Pour les vaisseaux et frégates, on donne deux câbles pour les ancres de veille, et on leur étalingue trente-six brasses de chaîne qui s'épissent avec le câble.
Les bâtimens d'un rang inférieur n'ont qu'un câble.
Ceux du commerce ont ordinairement une chaîne de cent quatre-vingts brasses, une seconde de quatre-vingt-dix brasses.
Quel que soit le nombre de chaînes qu'on ait à bord, il faut toujours être muni d'un câble pour les élonger en cas d'échouage; car les chaînes sont bien difficiles, pour ne pas dire impossibles, à élonger.
Ces chaînes prennent le nom de câbles-chaînes.
On leur donne pour grosseur une demi-ligne de diamètre par pied de bau, ou une ligne par pouce de la circonférence du câble.
Les câbles, en rentrant par les écubiers, se tournent sur des montans en bois[6] appuyés sur la carlingue, élongent le pont, passent sur des rouleaux placés aux angles avant du grand panneau, et descendent dans la cale où ils sont lovés à grands plis, tribord et bâbord de l'archipompe. Leur extrémité inférieure est étalinguée au grand mât.

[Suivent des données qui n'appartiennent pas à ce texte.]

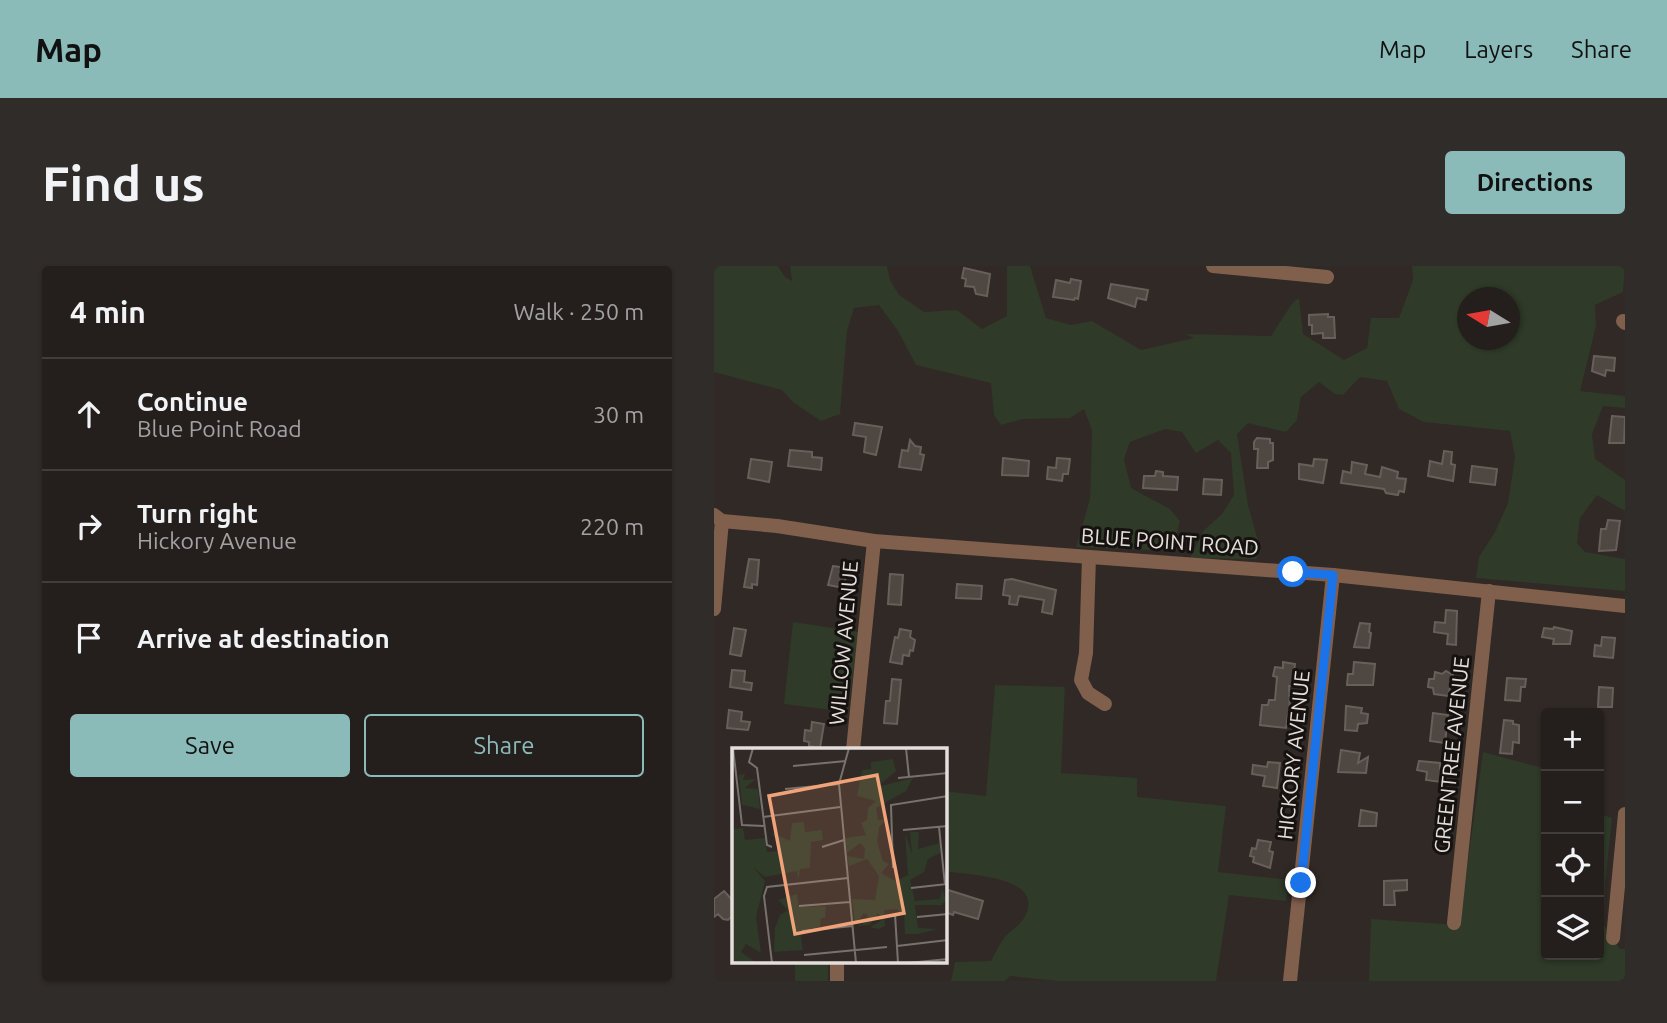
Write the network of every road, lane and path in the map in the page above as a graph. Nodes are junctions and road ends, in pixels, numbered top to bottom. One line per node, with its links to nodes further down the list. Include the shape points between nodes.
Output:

Les bittes et leurs coussins sont garnis de manchons en fer pour y tourner les câbles-chaînes qui se rendent dans leurs puits au pied du grand mât, et passent dans des écoutillons garnis en fer, pratiqués au-dessus. Leur extrémité inférieure est boulonnée sur une boucle chevillée sur la carlingue, ou embrassant la grande épontille.
Les écubiers sont garnis d'un manchon en fer, et portent extérieurement un rouleau du même métal.
On les arrête en les bridant en dessous de leurs écoutillons par un croc en fer, appelé cou de cigogne, chevillé sous le pont supérieur, et mis en mouvement par un petit palan dont la poulie double se croche à l'œillet du croc, et la poulie simple à un piton placé sous un bau en avant. On place aussi, soit à l'écubier, soit en arrière des bittes, une espèce d'étau appelé slopper, dans lequel le câble-chaîne est passé et bridé.